In early 2017, EPIC launched the Project on Democracy and Cybersecurity. EPIC has pursued, and continues to pursue, several FOIA cases concerning Russian interference with the 2016 election, including EPIC v. FBI (cyberattack victim notification), EPIC v. ODNI (Russian hacking), EPIC v. IRS (release of Trump's tax returns), and EPIC v. DHS (election cybersecurity).

In 2016, EPIC, Verified Voting, and Common Cause released a report, "The Secret Ballot At Risk: Recommendations for Protecting Democracy," that explained that the secret ballot — the inability to link particular voters to particular votes — is a cornerstone of modern democracies. The secret ballot also reduces the threat of coercion, vote buying and selling, and tampering.

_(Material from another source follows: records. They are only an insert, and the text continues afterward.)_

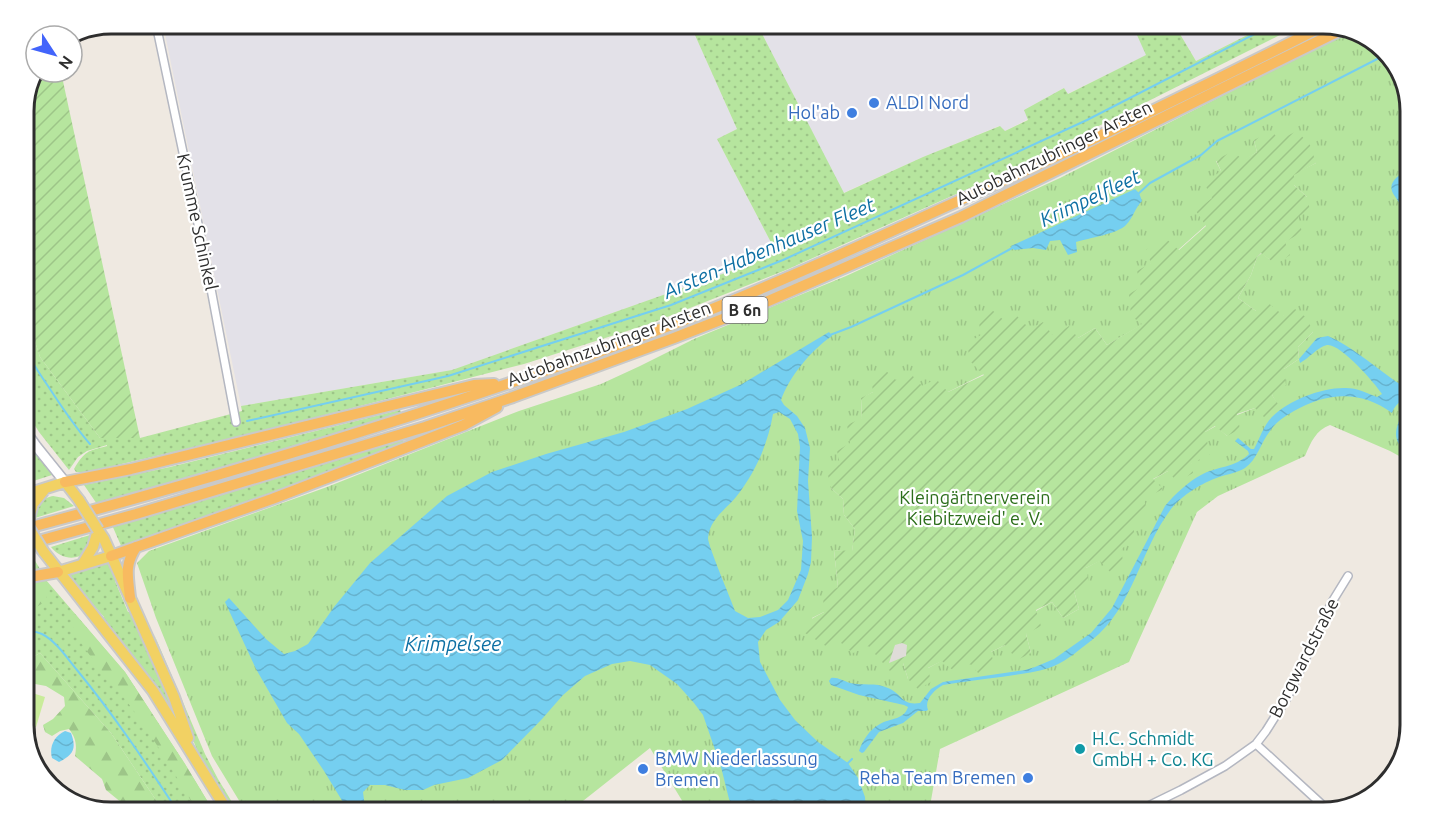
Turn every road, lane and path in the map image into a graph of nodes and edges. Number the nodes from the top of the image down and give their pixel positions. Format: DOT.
graph roads {
  1 [pos="158,35"];
  2 [pos="1305,35"];
  3 [pos="1331,35"];
  4 [pos="513,383"];
  5 [pos="513,398"];
  6 [pos="236,422"];
  7 [pos="35,445"];
  8 [pos="65,483"];
  9 [pos="45,489"];
  10 [pos="35,492"];
  11 [pos="35,502"];
  12 [pos="35,519"];
  13 [pos="35,537"];
  14 [pos="99,537"];
  15 [pos="35,542"];
  16 [pos="135,546"];
  17 [pos="111,555"];
  18 [pos="82,565"];
  19 [pos="58,572"];
  20 [pos="35,576"];
  21 [pos="1348,576"];
  22 [pos="124,577"];
  23 [pos="130,598"];
  24 [pos="1256,744"];
  25 [pos="194,756"];
  26 [pos="222,802"];
  27 [pos="1156,802"];
  28 [pos="1319,802"];
  1 -- 6 [label="street, Krumme Schinkel"];
  2 -- 4 [label="highway, Autobahnzubringer Arsten / B 6n"];
  3 -- 5 [label="highway, Autobahnzubringer Arsten / B 6n"];
  4 -- 8 [label="highway"];
  4 -- 12 [label="highway, Autobahnzubringer Arsten / B 6n"];
  5 -- 15 [label="highway, Autobahnzubringer Arsten / B 6n"];
  5 -- 16 [label="highway"];
  7 -- 8 [label="main road"];
  8 -- 9 [label="main road"];
  8 -- 14 [label="main road, bridge"];
  9 -- 10 [label="main road"];
  9 -- 11 [label="main road"];
  13 -- 19 [label="main road, bridge"];
  14 -- 17 [label="main road"];
  14 -- 18 [label="main road"];
  16 -- 17 [label="highway"];
  16 -- 22 [label="highway"];
  17 -- 18 [label="main road"];
  17 -- 22 [label="main road"];
  18 -- 19 [label="main road"];
  19 -- 20 [label="highway"];
  19 -- 25 [label="main road"];
  21 -- 24 [label="street, Borgwardstraße"];
  22 -- 23 [label="highway"];
  23 -- 25 [label="main road"];
  24 -- 27 [label="street, Borgwardstraße"];
  24 -- 28 [label="street"];
  25 -- 26 [label="main road"];
}
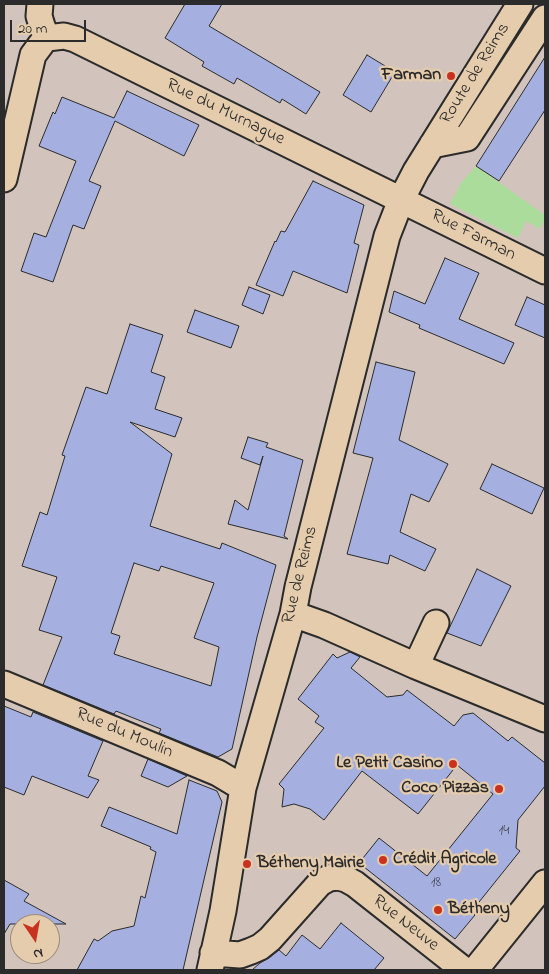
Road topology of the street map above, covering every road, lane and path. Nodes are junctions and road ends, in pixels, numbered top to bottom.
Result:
1 (40, 4) edge
2 (520, 4) edge
3 (545, 18) edge
4 (48, 38) junction
5 (8, 144) edge
6 (432, 145) junction
7 (4, 179) edge
8 (401, 200) junction
9 (545, 271) edge
10 (293, 614) junction
11 (436, 622) dead end
12 (416, 666) junction
13 (4, 684) edge
14 (543, 715) edge
15 (243, 788) junction
16 (346, 879) joint
17 (545, 883) edge
18 (211, 962) edge
19 (464, 970) edge
20 (475, 970) edge

1 - 4 street
2 - 6 street, Route de Reims
3 - 6 street, Route de Reims
4 - 5 street
4 - 8 street, Rue du Murnague
5 - 7 street
6 - 8 street, Route de Reims
8 - 9 street, Rue Farman
8 - 10 street, Rue de Reims
10 - 12 street
10 - 15 street, Rue de Reims
11 - 12 street
12 - 14 street
13 - 15 street, Rue du Moulin
15 - 18 street, Rue de Reims
16 - 18 street, Rue de Reims
16 - 19 street, Rue Neuve
17 - 20 street

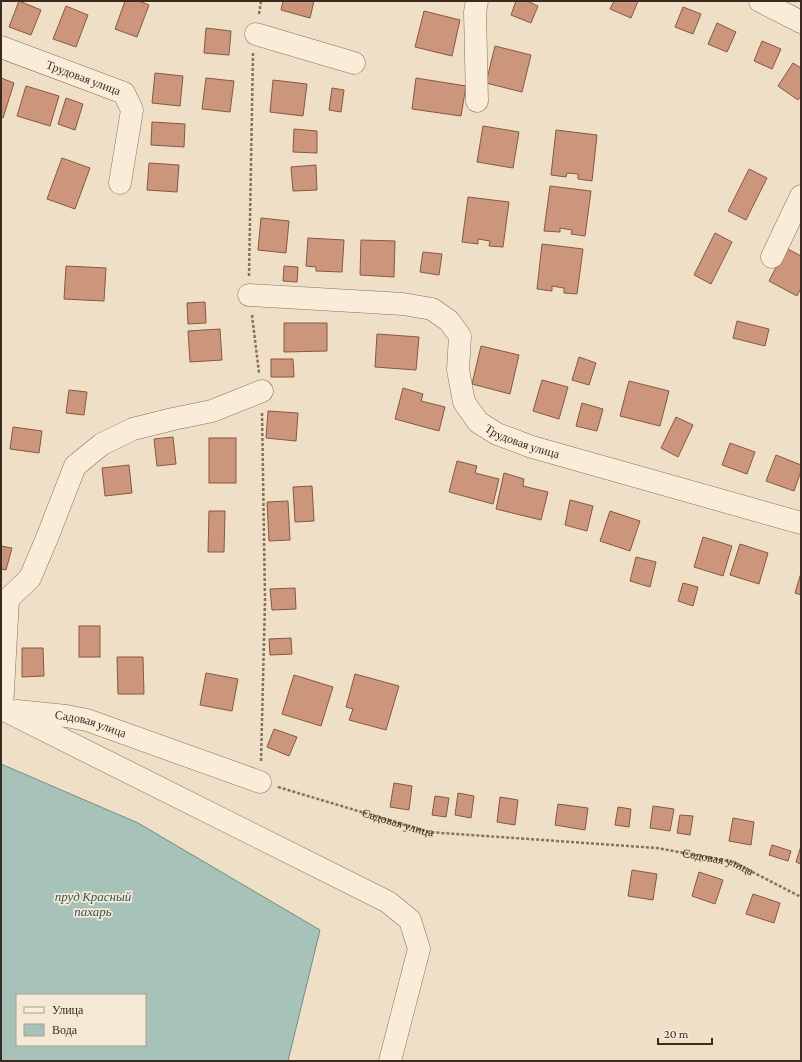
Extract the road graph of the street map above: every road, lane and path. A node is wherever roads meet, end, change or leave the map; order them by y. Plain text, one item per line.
1 (477, 1) edge
2 (760, 1) edge
3 (801, 22) edge
4 (256, 34) dead end
5 (1, 47) edge
6 (354, 63) dead end
7 (477, 101) dead end
8 (120, 183) dead end
9 (801, 196) edge
10 (772, 258) dead end
11 (249, 295) dead end
12 (262, 391) dead end
13 (801, 523) edge
14 (5, 598) edge
15 (2, 709) edge
16 (260, 782) joint
17 (801, 898) edge
18 (390, 1061) edge

1 - 7 street
2 - 3 street
4 - 6 street
5 - 8 street, Трудовая улица
9 - 10 street
11 - 13 street, Трудовая улица
12 - 14 street
14 - 15 street
15 - 16 street, Садовая улица
15 - 18 street
16 - 17 path, Садовая улица

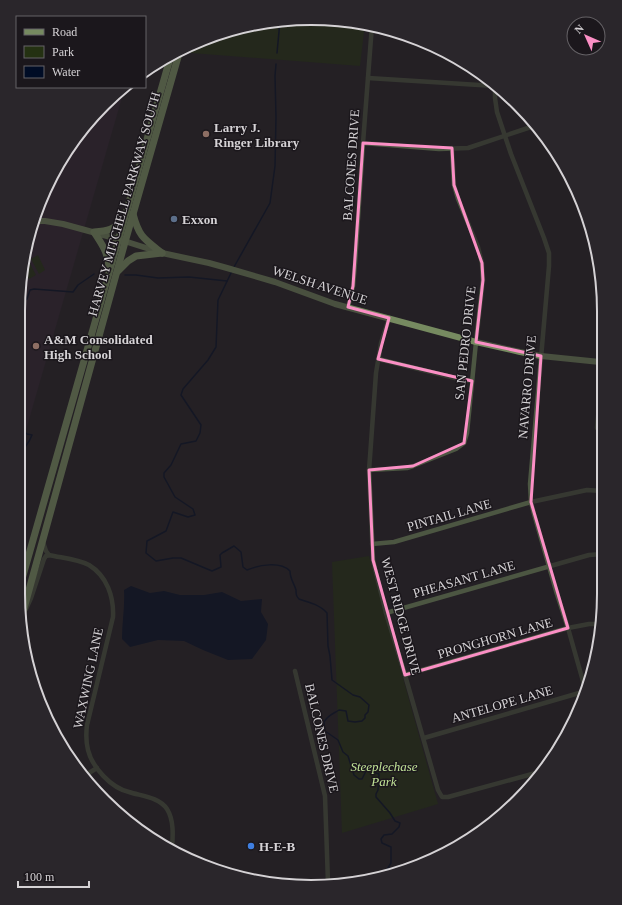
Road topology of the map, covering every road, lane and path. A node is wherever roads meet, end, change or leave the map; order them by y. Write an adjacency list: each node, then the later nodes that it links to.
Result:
1 (372, 31): 6 (street, BALCONES DRIVE)
2 (178, 58): 4 (highway, HARVEY MITCHELL PARKWAY SOUTH)
3 (176, 59): 4 (highway)
4 (177, 62): 13 (highway, HARVEY MITCHELL PARKWAY SOUTH)
5 (168, 63): 14 (highway, HARVEY MITCHELL PARKWAY SOUTH)
6 (368, 78): 7 (street); 11 (street, BALCONES DRIVE)
7 (487, 85)
8 (495, 92): 10 (street, NAVARRO DRIVE)
9 (530, 127): 10 (street)
10 (505, 136): 12 (street); 23 (street, NAVARRO DRIVE)
11 (363, 143): 12 (street); 20 (street, BALCONES DRIVE)
12 (452, 148): 22 (street, SAN PEDRO DRIVE)
13 (133, 214): 17 (highway, HARVEY MITCHELL PARKWAY SOUTH); 18 (highway)
14 (125, 216): 16 (highway); 17 (highway, HARVEY MITCHELL PARKWAY SOUTH)
15 (39, 221): 16 (main road, WELSH AVENUE)
16 (94, 232): 17 (main road, WELSH AVENUE); 19 (highway)
17 (122, 240): 18 (main road, WELSH AVENUE); 19 (highway, HARVEY MITCHELL PARKWAY SOUTH)
18 (162, 254): 19 (highway); 20 (main road, WELSH AVENUE)
19 (113, 272): 30 (highway, HARVEY MITCHELL PARKWAY SOUTH); 35 (highway, HARVEY MITCHELL PARKWAY SOUTH)
20 (348, 307): 21 (main road, WELSH AVENUE)
21 (389, 318): 22 (main road, WELSH AVENUE); 24 (street, WEST RIDGE DRIVE)
22 (476, 342): 23 (main road, WELSH AVENUE); 26 (street, SAN PEDRO DRIVE)
23 (541, 356): 25 (main road, WELSH AVENUE); 29 (street, NAVARRO DRIVE)
24 (378, 359): 26 (street); 27 (street, WEST RIDGE DRIVE)
25 (597, 362)
26 (472, 381): 27 (street, SAN PEDRO DRIVE)
27 (369, 470): 31 (street, WEST RIDGE DRIVE)
28 (597, 491): 29 (street, PINTAIL LANE)
29 (531, 502): 31 (street, PINTAIL LANE); 34 (street, NAVARRO DRIVE)
30 (42, 542): 33 (street); 36 (highway, HARVEY MITCHELL PARKWAY SOUTH)
31 (372, 544): 38 (street, WEST RIDGE DRIVE)
32 (597, 554): 34 (street, PHEASANT LANE)
33 (49, 555): 37 (street); 46 (street, WAXWING LANE)
34 (549, 566): 38 (street, PHEASANT LANE); 40 (street, NAVARRO DRIVE)
35 (25, 570)
36 (25, 603)
37 (26, 610)
38 (386, 613): 42 (street, WEST RIDGE DRIVE)
39 (595, 624): 40 (street, PRONGHORN LANE)
40 (568, 628): 42 (street, PRONGHORN LANE); 43 (street, NAVARRO DRIVE)
41 (295, 670): 50 (street, BALCONES DRIVE)
42 (406, 675): 45 (street, WEST RIDGE DRIVE)
43 (583, 681)
44 (579, 693): 45 (street, ANTELOPE LANE)
45 (424, 738): 48 (street, WEST RIDGE DRIVE)
46 (96, 768): 47 (street); 49 (street, WAXWING LANE)
47 (88, 773)
48 (533, 774)
49 (172, 844)
50 (328, 879)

In April 2015, as the result of a Freedom of Information Act lawsuit, EPIC obtained a September 2011 report about online voting from the Department of Defense. The report, produced in response to EPIC's July 2014 FOIA request, summarized a pilot test of an e-voting system. The report recommended several changes, including accessibility and user interface, but did little to address privacy and security concerns except for recommending "visible security features" to "give users greater confidence in the privacy and security of their ballots."

In 2010, EPIC released an update to its "E-Deceptive Campaign Practices: Technology and Democracy 2.0" report, first published in 2008. The report reviewed the potential for abuse of Internet-based technology in the election context, and made recommendations on steps that should be taken by Election Administrators, voters, and those involved in Election Protection efforts. E-Deceptive campaigns are internet-based attempts to misdirect targeted voters regarding the voting process, and include false statements about poll place hours, election dates, voter identification rules, or voter eligibility requirements.

In 2009, EPIC recommended greater transparency on the standards development process to the Election Assistance Commission ("EAC"). The agency sought public comments on a draft of the agency's Voluntary Voting System Guidelines. In its comments, EPIC requested that the EAC follow President Obama's directive to all federal government agencies that they take affirmative steps to make their activities regarding standards development more transparent to the public, make ballot secrecy a critical component of federal voting technology standards, and maintain software independence in the next iteration of voting technology standards.

In 2008, EPIC submitted comments to the Election Assistance Commission on the proposed Voluntary Voting System Guidelines. EPIC proposed new guidance on privacy protection in the casting of ballots. EPIC also recommended more transparency for the privacy protections provided by federally certified voting systems.

Additionally, EPIC testified before the Election Assistance Commission on the 2007 Voting System Guidelines. EPIC urged the Commission to "offer clear and effective guidance to states on issues of functional capability, hardware, software, telecommunication, security, quality assurance, and configuration of voting systems."